● **WHAT YOU HAVE TO DO**
Two lines in the listing below mark the span: one contains "filter:drop-shadow(1px 0 #393835)" and one contains "height:12px; margin:-6px; padding:0". Reproduce both of them and everything between, exactly.

_ _ _ _ _

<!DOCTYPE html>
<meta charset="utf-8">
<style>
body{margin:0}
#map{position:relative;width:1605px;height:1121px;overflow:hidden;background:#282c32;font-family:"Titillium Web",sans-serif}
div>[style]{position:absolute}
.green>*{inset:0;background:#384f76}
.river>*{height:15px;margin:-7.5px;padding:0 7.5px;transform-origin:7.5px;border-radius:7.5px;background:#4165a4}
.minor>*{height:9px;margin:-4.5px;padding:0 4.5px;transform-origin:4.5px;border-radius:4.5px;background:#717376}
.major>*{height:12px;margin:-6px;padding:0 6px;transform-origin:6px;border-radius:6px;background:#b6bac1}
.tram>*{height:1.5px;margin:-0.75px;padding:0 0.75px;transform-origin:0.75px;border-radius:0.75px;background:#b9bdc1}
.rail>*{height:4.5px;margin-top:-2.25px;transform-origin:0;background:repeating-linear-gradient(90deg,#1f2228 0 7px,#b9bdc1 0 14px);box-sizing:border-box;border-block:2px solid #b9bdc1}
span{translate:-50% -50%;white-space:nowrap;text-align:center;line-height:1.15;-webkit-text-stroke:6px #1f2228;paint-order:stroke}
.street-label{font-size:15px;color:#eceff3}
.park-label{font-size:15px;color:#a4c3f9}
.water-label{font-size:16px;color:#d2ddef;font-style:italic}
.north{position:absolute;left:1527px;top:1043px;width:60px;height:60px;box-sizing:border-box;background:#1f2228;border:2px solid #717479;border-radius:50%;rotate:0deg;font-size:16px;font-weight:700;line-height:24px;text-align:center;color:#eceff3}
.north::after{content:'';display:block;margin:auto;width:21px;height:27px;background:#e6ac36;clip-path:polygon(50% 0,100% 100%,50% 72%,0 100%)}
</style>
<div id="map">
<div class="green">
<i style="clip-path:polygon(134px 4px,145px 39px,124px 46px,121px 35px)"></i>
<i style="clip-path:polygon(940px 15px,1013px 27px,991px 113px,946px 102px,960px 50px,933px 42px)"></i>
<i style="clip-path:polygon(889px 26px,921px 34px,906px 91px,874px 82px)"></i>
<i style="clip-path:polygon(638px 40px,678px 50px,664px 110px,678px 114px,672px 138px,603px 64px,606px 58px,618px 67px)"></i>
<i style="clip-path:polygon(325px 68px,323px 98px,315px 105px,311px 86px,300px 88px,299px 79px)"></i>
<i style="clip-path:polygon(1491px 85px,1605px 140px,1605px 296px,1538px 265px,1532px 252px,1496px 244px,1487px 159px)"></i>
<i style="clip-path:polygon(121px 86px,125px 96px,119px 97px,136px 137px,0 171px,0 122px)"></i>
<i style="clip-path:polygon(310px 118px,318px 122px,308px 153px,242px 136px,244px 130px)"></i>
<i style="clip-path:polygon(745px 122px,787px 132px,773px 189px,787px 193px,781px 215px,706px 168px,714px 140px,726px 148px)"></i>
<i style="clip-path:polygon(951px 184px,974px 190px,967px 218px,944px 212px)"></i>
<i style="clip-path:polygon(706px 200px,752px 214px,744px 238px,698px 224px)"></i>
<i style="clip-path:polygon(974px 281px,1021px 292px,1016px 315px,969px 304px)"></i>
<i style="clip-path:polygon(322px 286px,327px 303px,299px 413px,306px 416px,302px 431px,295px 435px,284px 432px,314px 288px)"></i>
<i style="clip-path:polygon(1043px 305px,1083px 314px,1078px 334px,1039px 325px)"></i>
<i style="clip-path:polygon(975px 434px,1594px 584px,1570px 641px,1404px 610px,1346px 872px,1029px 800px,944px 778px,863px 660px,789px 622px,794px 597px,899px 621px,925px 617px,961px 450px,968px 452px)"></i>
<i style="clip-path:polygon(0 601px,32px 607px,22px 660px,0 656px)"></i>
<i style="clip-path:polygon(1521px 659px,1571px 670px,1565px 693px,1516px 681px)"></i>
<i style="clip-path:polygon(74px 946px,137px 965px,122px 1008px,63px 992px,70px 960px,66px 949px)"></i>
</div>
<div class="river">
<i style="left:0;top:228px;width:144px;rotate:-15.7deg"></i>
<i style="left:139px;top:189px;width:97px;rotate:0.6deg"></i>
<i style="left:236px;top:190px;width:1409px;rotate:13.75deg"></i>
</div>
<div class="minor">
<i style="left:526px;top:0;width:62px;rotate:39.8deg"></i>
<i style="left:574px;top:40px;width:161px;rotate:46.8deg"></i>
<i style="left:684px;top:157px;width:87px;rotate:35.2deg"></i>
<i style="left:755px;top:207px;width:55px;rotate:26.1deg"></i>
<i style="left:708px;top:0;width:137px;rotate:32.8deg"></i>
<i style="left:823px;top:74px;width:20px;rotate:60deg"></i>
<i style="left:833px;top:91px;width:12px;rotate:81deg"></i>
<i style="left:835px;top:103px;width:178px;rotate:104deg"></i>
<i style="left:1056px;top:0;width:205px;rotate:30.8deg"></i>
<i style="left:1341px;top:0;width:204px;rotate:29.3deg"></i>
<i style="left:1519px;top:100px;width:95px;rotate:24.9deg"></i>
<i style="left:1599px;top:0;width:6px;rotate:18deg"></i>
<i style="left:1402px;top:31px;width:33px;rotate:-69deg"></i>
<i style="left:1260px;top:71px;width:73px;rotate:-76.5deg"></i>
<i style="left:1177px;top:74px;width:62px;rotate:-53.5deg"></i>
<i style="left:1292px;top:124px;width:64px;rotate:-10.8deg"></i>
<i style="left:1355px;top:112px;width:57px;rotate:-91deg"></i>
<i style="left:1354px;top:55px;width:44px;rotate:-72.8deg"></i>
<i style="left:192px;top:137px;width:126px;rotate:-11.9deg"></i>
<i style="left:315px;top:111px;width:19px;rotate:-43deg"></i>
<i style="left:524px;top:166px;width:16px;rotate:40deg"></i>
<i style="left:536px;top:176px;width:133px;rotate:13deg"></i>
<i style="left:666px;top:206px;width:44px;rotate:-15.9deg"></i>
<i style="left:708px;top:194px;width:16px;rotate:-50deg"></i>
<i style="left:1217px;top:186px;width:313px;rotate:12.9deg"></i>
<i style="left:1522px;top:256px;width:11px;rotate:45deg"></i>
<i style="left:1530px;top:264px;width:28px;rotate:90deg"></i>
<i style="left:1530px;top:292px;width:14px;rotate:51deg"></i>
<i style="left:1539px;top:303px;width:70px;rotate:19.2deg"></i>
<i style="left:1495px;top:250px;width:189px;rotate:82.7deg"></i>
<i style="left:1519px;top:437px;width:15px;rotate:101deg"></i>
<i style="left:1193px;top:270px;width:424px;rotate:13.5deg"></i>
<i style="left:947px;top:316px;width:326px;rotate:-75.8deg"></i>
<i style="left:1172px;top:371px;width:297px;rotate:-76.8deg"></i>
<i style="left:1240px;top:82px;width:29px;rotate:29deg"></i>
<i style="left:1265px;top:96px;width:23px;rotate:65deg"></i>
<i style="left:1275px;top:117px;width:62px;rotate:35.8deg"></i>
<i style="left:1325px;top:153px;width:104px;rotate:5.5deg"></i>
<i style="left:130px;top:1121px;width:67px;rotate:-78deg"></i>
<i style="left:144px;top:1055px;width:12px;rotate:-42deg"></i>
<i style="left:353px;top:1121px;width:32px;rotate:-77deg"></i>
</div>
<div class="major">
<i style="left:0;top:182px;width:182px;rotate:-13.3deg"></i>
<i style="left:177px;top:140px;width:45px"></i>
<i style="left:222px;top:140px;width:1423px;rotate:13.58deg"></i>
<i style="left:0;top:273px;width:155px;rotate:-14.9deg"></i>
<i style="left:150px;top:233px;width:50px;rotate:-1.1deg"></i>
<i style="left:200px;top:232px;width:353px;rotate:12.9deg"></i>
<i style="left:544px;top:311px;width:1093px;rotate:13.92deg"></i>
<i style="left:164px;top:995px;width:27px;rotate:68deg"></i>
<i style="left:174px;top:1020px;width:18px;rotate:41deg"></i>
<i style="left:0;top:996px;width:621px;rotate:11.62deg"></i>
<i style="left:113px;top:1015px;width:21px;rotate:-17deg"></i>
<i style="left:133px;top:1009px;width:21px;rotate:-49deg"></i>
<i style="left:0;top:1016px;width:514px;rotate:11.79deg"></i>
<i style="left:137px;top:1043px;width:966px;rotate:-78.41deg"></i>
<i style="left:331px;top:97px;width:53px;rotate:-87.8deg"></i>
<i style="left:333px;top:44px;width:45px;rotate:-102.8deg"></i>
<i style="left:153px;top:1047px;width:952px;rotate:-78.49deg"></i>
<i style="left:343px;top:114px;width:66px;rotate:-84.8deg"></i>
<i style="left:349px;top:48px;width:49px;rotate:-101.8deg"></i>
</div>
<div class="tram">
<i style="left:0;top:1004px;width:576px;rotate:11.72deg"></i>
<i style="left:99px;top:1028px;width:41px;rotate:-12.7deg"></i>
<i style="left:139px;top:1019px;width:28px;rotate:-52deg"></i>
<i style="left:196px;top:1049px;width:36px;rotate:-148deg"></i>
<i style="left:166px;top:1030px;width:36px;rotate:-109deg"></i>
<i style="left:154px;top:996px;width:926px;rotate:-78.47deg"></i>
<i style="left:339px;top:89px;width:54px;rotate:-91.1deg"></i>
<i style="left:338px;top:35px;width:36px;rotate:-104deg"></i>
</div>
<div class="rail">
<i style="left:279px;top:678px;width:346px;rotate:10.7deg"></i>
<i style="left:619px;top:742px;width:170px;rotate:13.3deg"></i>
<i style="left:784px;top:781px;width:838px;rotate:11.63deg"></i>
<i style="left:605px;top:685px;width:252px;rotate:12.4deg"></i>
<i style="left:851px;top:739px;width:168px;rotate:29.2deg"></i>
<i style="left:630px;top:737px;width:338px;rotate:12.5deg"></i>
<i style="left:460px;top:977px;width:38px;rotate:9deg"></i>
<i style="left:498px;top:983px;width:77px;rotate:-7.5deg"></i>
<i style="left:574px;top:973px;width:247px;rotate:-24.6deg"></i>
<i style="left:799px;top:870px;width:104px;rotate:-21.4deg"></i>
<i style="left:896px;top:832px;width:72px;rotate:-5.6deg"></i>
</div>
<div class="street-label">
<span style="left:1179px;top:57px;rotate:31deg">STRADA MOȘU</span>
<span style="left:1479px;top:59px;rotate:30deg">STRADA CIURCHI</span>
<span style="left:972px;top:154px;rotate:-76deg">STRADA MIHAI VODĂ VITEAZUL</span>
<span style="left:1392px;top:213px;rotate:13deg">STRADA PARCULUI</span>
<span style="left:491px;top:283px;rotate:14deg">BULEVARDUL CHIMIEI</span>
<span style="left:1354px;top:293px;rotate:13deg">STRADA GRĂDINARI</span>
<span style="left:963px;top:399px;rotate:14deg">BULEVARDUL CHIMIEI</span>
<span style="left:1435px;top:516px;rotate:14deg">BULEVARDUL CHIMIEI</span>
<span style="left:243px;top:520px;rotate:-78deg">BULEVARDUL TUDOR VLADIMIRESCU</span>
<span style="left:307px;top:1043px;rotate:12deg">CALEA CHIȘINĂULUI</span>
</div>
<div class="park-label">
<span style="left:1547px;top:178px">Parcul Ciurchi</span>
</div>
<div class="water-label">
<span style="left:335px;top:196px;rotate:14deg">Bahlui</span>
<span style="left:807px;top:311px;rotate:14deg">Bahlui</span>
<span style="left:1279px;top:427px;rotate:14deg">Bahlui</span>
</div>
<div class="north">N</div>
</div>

_ _ _ _ _

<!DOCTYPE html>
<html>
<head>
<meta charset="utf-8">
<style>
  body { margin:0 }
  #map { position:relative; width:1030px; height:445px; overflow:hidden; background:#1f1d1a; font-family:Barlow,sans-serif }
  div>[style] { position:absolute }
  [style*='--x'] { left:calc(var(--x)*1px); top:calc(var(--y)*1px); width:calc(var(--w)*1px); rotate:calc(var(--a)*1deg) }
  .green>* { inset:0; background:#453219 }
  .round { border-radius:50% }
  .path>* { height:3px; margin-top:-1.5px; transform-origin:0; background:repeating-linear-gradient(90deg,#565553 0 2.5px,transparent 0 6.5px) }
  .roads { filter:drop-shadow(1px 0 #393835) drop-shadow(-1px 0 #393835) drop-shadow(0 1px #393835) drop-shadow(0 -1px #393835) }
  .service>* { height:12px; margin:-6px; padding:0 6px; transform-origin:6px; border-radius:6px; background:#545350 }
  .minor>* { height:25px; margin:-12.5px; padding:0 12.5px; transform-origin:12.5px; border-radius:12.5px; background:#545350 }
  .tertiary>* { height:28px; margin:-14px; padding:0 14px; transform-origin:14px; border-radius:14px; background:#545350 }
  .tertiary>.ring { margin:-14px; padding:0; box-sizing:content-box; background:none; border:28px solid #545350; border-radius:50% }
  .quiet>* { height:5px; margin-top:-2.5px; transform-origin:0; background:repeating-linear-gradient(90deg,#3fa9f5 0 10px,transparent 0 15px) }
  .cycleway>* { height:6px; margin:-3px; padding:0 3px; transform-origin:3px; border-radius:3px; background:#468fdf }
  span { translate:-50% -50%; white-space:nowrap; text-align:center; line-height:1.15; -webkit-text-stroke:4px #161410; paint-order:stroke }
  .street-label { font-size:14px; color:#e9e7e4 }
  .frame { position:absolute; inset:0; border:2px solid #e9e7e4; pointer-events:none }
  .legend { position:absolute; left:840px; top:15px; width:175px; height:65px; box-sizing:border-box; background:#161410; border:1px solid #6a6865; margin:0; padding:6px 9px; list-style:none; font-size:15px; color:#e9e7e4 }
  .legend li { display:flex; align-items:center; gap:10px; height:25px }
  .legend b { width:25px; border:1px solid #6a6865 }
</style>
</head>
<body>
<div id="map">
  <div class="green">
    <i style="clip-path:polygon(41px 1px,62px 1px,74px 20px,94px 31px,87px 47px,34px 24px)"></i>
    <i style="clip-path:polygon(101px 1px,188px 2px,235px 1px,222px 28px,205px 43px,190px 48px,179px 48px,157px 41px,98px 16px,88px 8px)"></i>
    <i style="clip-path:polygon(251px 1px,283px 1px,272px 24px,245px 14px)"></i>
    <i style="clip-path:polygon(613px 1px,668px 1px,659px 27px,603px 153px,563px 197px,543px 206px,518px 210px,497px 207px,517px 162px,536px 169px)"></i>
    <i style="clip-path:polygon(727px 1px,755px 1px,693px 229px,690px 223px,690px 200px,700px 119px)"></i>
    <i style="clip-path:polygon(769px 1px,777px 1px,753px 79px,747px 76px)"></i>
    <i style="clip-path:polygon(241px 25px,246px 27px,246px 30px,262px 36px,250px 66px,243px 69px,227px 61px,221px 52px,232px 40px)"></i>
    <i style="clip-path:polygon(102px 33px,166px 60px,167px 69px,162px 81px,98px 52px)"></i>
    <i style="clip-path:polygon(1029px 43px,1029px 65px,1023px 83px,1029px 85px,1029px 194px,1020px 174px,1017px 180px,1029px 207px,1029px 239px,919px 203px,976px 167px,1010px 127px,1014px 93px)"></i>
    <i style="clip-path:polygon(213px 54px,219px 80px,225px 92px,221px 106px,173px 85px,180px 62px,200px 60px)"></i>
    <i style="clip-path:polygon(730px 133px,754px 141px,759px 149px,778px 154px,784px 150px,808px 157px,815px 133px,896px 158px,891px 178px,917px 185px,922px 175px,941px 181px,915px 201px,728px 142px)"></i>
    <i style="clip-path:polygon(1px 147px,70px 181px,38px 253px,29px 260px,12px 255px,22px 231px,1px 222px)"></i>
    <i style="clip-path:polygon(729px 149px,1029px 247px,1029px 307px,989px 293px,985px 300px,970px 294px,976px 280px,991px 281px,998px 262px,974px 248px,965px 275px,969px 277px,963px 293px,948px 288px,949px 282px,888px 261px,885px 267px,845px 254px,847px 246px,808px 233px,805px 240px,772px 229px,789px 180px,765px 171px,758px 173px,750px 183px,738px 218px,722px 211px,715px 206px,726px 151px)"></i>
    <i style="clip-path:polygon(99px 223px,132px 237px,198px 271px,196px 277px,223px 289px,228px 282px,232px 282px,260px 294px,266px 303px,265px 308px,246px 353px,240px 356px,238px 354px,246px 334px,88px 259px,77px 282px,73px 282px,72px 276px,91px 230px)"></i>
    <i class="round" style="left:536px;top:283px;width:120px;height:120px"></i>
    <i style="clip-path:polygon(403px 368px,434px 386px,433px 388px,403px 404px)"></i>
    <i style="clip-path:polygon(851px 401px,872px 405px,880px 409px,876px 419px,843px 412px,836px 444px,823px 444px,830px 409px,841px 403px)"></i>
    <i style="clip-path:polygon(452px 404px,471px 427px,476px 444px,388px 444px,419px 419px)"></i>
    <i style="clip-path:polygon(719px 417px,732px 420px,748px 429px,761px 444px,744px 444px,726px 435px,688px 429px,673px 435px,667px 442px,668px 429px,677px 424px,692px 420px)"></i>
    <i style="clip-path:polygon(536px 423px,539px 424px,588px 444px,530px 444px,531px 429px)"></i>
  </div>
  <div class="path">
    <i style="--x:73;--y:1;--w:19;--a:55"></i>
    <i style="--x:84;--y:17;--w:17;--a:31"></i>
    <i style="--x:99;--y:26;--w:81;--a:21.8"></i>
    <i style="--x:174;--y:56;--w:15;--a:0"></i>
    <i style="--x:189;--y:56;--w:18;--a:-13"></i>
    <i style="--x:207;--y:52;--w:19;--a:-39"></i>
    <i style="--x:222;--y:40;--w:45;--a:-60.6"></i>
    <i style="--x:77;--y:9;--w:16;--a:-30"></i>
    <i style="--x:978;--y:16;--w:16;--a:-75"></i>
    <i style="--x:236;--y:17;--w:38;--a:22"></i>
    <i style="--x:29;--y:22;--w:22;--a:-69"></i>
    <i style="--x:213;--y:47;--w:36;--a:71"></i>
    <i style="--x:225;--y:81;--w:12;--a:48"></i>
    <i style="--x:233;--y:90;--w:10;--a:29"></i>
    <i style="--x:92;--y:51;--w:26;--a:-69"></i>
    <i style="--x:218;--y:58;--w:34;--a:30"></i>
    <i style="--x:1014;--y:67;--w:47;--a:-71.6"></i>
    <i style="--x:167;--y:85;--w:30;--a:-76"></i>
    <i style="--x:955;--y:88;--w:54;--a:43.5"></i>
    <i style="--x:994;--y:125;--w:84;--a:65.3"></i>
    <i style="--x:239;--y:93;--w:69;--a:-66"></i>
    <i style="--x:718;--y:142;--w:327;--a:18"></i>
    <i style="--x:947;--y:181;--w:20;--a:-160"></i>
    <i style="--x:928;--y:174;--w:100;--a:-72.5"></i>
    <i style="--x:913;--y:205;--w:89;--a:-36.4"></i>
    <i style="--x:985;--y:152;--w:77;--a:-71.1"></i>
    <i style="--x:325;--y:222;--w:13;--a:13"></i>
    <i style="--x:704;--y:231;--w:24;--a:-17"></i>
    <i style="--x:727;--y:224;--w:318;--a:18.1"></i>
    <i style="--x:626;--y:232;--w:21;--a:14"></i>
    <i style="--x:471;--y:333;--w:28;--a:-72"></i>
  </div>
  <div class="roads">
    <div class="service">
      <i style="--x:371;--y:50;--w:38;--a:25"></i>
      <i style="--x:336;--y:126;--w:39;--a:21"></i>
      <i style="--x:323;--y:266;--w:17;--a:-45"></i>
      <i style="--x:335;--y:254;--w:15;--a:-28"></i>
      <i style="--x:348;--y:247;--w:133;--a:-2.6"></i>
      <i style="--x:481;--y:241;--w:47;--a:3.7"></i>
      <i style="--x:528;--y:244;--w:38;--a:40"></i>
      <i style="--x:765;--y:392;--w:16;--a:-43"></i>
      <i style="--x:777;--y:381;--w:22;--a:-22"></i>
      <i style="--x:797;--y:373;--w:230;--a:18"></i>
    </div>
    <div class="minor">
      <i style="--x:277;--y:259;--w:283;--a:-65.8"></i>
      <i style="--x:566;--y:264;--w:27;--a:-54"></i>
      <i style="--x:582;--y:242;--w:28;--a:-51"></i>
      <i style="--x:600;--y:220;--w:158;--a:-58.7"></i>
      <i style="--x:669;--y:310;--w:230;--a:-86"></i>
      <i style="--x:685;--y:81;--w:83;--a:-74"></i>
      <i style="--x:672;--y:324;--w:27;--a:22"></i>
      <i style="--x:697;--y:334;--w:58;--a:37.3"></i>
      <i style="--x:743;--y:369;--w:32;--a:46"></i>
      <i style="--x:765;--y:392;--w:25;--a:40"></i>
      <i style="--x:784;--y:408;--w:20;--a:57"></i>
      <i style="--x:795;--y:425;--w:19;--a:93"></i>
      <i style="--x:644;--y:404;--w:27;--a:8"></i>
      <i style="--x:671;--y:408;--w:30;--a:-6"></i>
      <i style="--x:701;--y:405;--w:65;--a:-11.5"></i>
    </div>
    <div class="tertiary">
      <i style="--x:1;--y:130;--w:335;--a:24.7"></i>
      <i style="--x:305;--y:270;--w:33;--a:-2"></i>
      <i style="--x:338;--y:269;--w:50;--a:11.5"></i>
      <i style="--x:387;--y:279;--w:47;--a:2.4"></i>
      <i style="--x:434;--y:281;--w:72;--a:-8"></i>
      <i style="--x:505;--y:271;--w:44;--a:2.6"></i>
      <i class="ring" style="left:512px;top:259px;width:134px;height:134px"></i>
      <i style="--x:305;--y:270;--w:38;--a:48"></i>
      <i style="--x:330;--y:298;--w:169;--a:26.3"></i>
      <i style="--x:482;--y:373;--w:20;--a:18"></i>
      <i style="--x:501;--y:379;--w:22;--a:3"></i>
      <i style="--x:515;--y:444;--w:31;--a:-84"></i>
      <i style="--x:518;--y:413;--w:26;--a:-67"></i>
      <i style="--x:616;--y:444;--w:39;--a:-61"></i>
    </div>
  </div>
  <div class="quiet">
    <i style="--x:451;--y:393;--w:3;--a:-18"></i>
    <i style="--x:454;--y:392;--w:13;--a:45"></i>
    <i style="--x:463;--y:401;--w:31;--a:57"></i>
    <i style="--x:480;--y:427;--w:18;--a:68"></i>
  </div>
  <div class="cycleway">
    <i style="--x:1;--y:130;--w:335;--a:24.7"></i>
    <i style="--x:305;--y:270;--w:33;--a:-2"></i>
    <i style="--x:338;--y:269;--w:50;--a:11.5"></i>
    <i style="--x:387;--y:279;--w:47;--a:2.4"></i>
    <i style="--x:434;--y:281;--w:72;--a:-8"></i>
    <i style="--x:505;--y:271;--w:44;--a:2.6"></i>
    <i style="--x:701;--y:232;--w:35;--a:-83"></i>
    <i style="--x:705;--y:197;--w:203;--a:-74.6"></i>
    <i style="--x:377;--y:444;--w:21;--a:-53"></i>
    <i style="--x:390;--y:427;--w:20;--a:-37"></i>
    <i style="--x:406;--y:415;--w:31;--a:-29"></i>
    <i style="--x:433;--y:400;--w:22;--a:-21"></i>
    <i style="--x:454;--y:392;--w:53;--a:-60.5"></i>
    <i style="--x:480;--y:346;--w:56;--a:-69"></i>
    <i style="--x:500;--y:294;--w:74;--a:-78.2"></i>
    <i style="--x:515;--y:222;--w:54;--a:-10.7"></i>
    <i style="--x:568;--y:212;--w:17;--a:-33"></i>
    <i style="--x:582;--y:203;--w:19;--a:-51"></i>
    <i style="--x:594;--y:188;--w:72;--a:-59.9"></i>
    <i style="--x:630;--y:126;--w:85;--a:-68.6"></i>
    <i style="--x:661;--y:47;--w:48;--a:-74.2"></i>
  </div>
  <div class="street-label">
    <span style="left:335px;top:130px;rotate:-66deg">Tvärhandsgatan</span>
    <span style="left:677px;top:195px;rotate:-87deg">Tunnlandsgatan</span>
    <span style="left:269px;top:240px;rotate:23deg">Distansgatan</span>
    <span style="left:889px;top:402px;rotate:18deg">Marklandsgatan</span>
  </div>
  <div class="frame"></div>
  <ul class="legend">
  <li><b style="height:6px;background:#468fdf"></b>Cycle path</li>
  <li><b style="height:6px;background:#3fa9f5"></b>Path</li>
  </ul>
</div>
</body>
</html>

_ _ _ _ _

● **THE ANSWER**
  .roads { filter:drop-shadow(1px 0 #393835) drop-shadow(-1px 0 #393835) drop-shadow(0 1px #393835) drop-shadow(0 -1px #393835) }
  .service>* { height:12px; margin:-6px; padding:0 6px; transform-origin:6px; border-radius:6px; background:#545350 }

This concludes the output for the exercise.